#### [EXERCISE GOAL]
Copy the entries that appear below in full, leaving out any picture among them.

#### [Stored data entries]
■ ■ ■ ■ ■ ■ ■

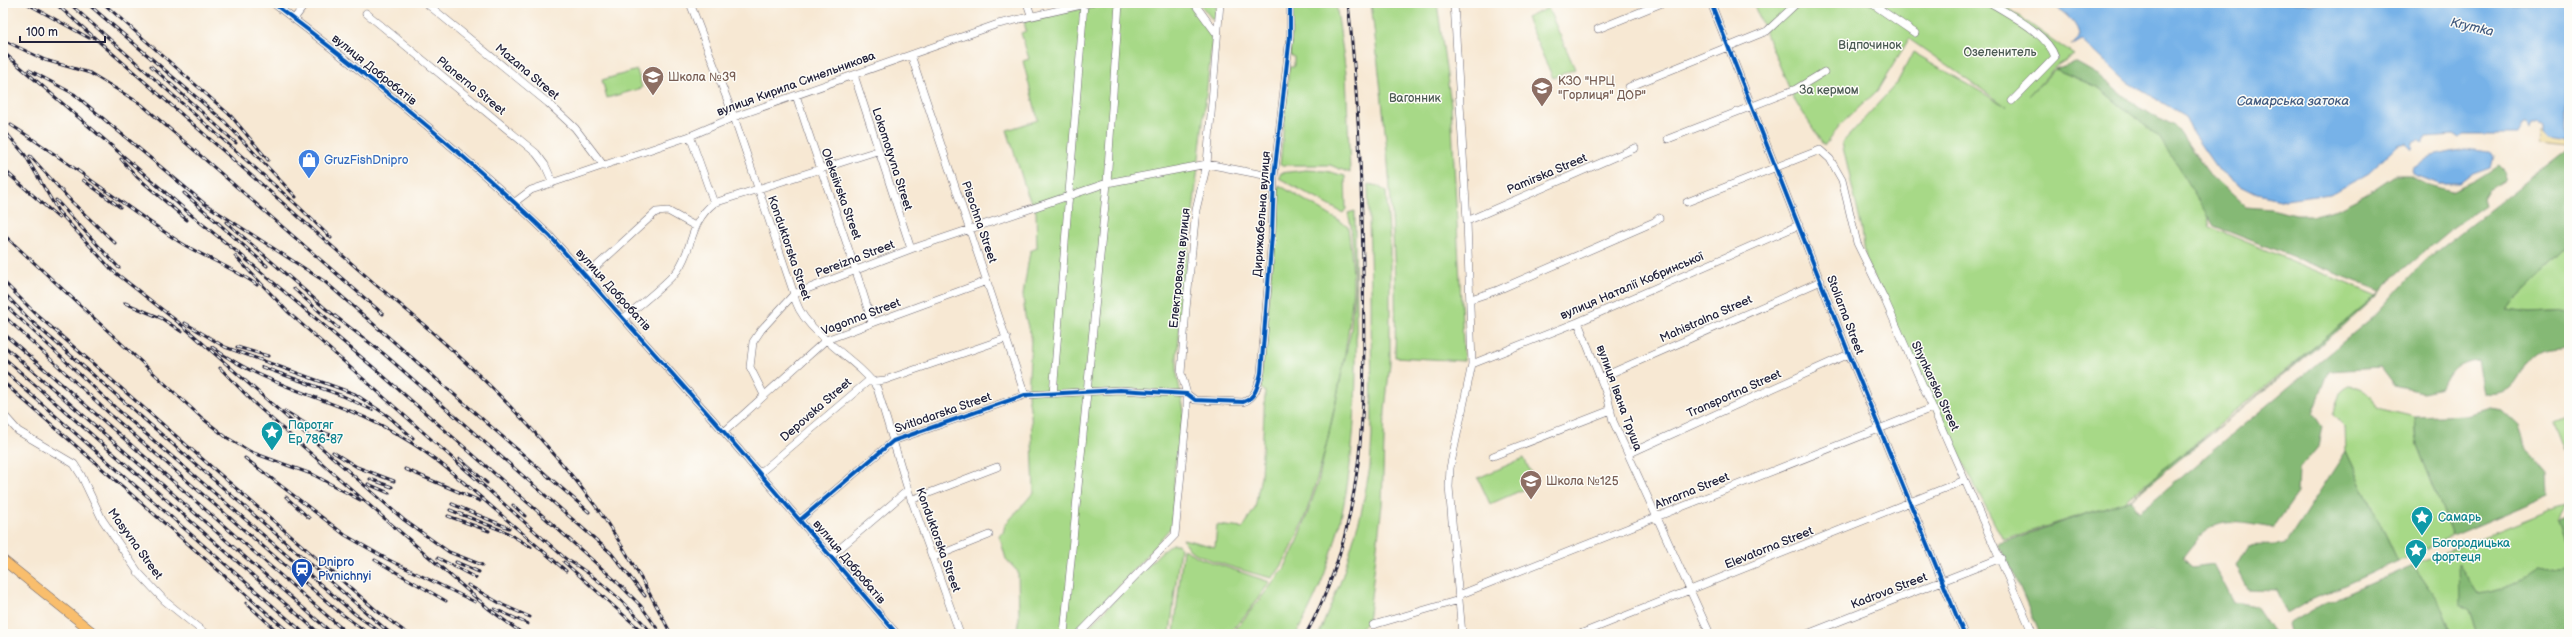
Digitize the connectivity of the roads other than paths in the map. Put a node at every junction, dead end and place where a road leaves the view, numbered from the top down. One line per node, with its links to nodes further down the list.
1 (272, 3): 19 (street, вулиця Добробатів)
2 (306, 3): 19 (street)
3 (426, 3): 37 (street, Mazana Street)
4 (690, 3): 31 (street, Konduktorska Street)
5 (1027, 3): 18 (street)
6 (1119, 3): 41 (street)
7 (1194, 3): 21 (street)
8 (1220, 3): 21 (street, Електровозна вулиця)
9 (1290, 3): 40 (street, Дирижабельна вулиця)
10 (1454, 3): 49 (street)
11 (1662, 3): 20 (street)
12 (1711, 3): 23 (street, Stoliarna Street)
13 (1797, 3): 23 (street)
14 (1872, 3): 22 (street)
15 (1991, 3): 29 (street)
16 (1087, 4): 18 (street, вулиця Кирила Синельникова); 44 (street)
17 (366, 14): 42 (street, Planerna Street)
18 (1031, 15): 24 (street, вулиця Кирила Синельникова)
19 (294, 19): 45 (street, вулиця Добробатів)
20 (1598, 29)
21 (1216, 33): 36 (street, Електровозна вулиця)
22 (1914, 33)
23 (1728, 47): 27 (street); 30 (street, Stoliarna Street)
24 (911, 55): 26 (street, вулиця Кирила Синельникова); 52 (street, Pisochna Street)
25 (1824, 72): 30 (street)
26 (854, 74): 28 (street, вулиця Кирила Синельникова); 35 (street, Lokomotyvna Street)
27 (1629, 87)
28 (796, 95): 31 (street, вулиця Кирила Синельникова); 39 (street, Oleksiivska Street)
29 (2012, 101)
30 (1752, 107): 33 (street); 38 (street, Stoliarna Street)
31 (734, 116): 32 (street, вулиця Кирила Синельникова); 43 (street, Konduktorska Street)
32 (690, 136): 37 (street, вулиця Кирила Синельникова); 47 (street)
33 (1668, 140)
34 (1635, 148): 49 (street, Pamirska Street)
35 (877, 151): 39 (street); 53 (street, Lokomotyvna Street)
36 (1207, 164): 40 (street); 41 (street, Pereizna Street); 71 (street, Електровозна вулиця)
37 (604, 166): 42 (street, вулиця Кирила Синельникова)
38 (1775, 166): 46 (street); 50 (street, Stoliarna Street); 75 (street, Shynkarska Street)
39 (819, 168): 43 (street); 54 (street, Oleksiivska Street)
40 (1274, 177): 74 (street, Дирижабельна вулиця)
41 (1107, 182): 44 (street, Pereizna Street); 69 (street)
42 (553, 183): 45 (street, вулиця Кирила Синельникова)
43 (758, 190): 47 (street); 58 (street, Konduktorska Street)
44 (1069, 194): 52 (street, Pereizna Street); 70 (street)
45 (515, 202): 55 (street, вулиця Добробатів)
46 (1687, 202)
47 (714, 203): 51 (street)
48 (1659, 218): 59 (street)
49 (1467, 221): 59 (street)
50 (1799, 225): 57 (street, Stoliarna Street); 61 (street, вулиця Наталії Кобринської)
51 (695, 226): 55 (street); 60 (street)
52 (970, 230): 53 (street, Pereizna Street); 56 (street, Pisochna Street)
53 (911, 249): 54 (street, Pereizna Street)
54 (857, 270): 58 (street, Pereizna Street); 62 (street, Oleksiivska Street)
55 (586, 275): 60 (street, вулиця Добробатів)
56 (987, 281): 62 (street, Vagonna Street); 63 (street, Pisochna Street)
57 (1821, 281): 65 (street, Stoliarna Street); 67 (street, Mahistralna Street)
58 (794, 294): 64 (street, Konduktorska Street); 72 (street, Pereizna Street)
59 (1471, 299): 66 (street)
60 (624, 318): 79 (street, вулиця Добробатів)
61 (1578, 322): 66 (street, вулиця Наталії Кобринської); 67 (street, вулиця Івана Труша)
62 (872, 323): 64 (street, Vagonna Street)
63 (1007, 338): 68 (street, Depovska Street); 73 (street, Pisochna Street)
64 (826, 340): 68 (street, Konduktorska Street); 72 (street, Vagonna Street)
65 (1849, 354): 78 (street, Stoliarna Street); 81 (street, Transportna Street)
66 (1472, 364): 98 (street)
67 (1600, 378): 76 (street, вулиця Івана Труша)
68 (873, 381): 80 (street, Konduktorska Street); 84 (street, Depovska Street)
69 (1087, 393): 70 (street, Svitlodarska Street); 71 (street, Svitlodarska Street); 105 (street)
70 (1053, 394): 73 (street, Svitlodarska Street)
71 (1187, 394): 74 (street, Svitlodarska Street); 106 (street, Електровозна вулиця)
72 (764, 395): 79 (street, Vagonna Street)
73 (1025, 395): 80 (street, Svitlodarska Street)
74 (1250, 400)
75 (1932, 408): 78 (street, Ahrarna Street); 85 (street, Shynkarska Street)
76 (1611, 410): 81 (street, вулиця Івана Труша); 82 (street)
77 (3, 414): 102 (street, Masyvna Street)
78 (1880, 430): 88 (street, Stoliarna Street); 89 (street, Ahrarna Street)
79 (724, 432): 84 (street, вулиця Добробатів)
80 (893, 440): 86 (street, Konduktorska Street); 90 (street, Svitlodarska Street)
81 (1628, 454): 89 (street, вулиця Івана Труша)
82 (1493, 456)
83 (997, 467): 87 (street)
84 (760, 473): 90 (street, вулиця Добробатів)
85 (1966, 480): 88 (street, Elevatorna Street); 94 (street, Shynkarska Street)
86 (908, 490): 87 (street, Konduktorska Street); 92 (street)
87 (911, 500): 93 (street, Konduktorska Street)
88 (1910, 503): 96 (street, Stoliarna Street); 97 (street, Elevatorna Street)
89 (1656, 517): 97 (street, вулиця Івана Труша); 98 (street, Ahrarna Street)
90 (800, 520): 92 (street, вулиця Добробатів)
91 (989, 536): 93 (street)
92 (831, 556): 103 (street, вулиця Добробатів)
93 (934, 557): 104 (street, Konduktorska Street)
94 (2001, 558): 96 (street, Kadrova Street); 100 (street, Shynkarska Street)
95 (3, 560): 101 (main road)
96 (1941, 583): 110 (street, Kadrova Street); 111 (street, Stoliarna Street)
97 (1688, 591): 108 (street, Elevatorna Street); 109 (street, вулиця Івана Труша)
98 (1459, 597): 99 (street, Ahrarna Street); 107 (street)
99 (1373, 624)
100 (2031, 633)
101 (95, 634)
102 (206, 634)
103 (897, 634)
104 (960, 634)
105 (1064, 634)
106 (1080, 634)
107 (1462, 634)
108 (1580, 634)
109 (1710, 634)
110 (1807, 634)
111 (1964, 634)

■ ■ ■ ■ ■ ■ ■

#### [RESULT OF THE TASK]
Digitize the connectivity of the roads other than paths in the map. Put a node at every junction, dead end and place where a road leaves the view, numbered from the top down. One line per node, with its links to nodes further down the list.
1 (272, 3): 19 (street, вулиця Добробатів)
2 (306, 3): 19 (street)
3 (426, 3): 37 (street, Mazana Street)
4 (690, 3): 31 (street, Konduktorska Street)
5 (1027, 3): 18 (street)
6 (1119, 3): 41 (street)
7 (1194, 3): 21 (street)
8 (1220, 3): 21 (street, Електровозна вулиця)
9 (1290, 3): 40 (street, Дирижабельна вулиця)
10 (1454, 3): 49 (street)
11 (1662, 3): 20 (street)
12 (1711, 3): 23 (street, Stoliarna Street)
13 (1797, 3): 23 (street)
14 (1872, 3): 22 (street)
15 (1991, 3): 29 (street)
16 (1087, 4): 18 (street, вулиця Кирила Синельникова); 44 (street)
17 (366, 14): 42 (street, Planerna Street)
18 (1031, 15): 24 (street, вулиця Кирила Синельникова)
19 (294, 19): 45 (street, вулиця Добробатів)
20 (1598, 29)
21 (1216, 33): 36 (street, Електровозна вулиця)
22 (1914, 33)
23 (1728, 47): 27 (street); 30 (street, Stoliarna Street)
24 (911, 55): 26 (street, вулиця Кирила Синельникова); 52 (street, Pisochna Street)
25 (1824, 72): 30 (street)
26 (854, 74): 28 (street, вулиця Кирила Синельникова); 35 (street, Lokomotyvna Street)
27 (1629, 87)
28 (796, 95): 31 (street, вулиця Кирила Синельникова); 39 (street, Oleksiivska Street)
29 (2012, 101)
30 (1752, 107): 33 (street); 38 (street, Stoliarna Street)
31 (734, 116): 32 (street, вулиця Кирила Синельникова); 43 (street, Konduktorska Street)
32 (690, 136): 37 (street, вулиця Кирила Синельникова); 47 (street)
33 (1668, 140)
34 (1635, 148): 49 (street, Pamirska Street)
35 (877, 151): 39 (street); 53 (street, Lokomotyvna Street)
36 (1207, 164): 40 (street); 41 (street, Pereizna Street); 71 (street, Електровозна вулиця)
37 (604, 166): 42 (street, вулиця Кирила Синельникова)
38 (1775, 166): 46 (street); 50 (street, Stoliarna Street); 75 (street, Shynkarska Street)
39 (819, 168): 43 (street); 54 (street, Oleksiivska Street)
40 (1274, 177): 74 (street, Дирижабельна вулиця)
41 (1107, 182): 44 (street, Pereizna Street); 69 (street)
42 (553, 183): 45 (street, вулиця Кирила Синельникова)
43 (758, 190): 47 (street); 58 (street, Konduktorska Street)
44 (1069, 194): 52 (street, Pereizna Street); 70 (street)
45 (515, 202): 55 (street, вулиця Добробатів)
46 (1687, 202)
47 (714, 203): 51 (street)
48 (1659, 218): 59 (street)
49 (1467, 221): 59 (street)
50 (1799, 225): 57 (street, Stoliarna Street); 61 (street, вулиця Наталії Кобринської)
51 (695, 226): 55 (street); 60 (street)
52 (970, 230): 53 (street, Pereizna Street); 56 (street, Pisochna Street)
53 (911, 249): 54 (street, Pereizna Street)
54 (857, 270): 58 (street, Pereizna Street); 62 (street, Oleksiivska Street)
55 (586, 275): 60 (street, вулиця Добробатів)
56 (987, 281): 62 (street, Vagonna Street); 63 (street, Pisochna Street)
57 (1821, 281): 65 (street, Stoliarna Street); 67 (street, Mahistralna Street)
58 (794, 294): 64 (street, Konduktorska Street); 72 (street, Pereizna Street)
59 (1471, 299): 66 (street)
60 (624, 318): 79 (street, вулиця Добробатів)
61 (1578, 322): 66 (street, вулиця Наталії Кобринської); 67 (street, вулиця Івана Труша)
62 (872, 323): 64 (street, Vagonna Street)
63 (1007, 338): 68 (street, Depovska Street); 73 (street, Pisochna Street)
64 (826, 340): 68 (street, Konduktorska Street); 72 (street, Vagonna Street)
65 (1849, 354): 78 (street, Stoliarna Street); 81 (street, Transportna Street)
66 (1472, 364): 98 (street)
67 (1600, 378): 76 (street, вулиця Івана Труша)
68 (873, 381): 80 (street, Konduktorska Street); 84 (street, Depovska Street)
69 (1087, 393): 70 (street, Svitlodarska Street); 71 (street, Svitlodarska Street); 105 (street)
70 (1053, 394): 73 (street, Svitlodarska Street)
71 (1187, 394): 74 (street, Svitlodarska Street); 106 (street, Електровозна вулиця)
72 (764, 395): 79 (street, Vagonna Street)
73 (1025, 395): 80 (street, Svitlodarska Street)
74 (1250, 400)
75 (1932, 408): 78 (street, Ahrarna Street); 85 (street, Shynkarska Street)
76 (1611, 410): 81 (street, вулиця Івана Труша); 82 (street)
77 (3, 414): 102 (street, Masyvna Street)
78 (1880, 430): 88 (street, Stoliarna Street); 89 (street, Ahrarna Street)
79 (724, 432): 84 (street, вулиця Добробатів)
80 (893, 440): 86 (street, Konduktorska Street); 90 (street, Svitlodarska Street)
81 (1628, 454): 89 (street, вулиця Івана Труша)
82 (1493, 456)
83 (997, 467): 87 (street)
84 (760, 473): 90 (street, вулиця Добробатів)
85 (1966, 480): 88 (street, Elevatorna Street); 94 (street, Shynkarska Street)
86 (908, 490): 87 (street, Konduktorska Street); 92 (street)
87 (911, 500): 93 (street, Konduktorska Street)
88 (1910, 503): 96 (street, Stoliarna Street); 97 (street, Elevatorna Street)
89 (1656, 517): 97 (street, вулиця Івана Труша); 98 (street, Ahrarna Street)
90 (800, 520): 92 (street, вулиця Добробатів)
91 (989, 536): 93 (street)
92 (831, 556): 103 (street, вулиця Добробатів)
93 (934, 557): 104 (street, Konduktorska Street)
94 (2001, 558): 96 (street, Kadrova Street); 100 (street, Shynkarska Street)
95 (3, 560): 101 (main road)
96 (1941, 583): 110 (street, Kadrova Street); 111 (street, Stoliarna Street)
97 (1688, 591): 108 (street, Elevatorna Street); 109 (street, вулиця Івана Труша)
98 (1459, 597): 99 (street, Ahrarna Street); 107 (street)
99 (1373, 624)
100 (2031, 633)
101 (95, 634)
102 (206, 634)
103 (897, 634)
104 (960, 634)
105 (1064, 634)
106 (1080, 634)
107 (1462, 634)
108 (1580, 634)
109 (1710, 634)
110 (1807, 634)
111 (1964, 634)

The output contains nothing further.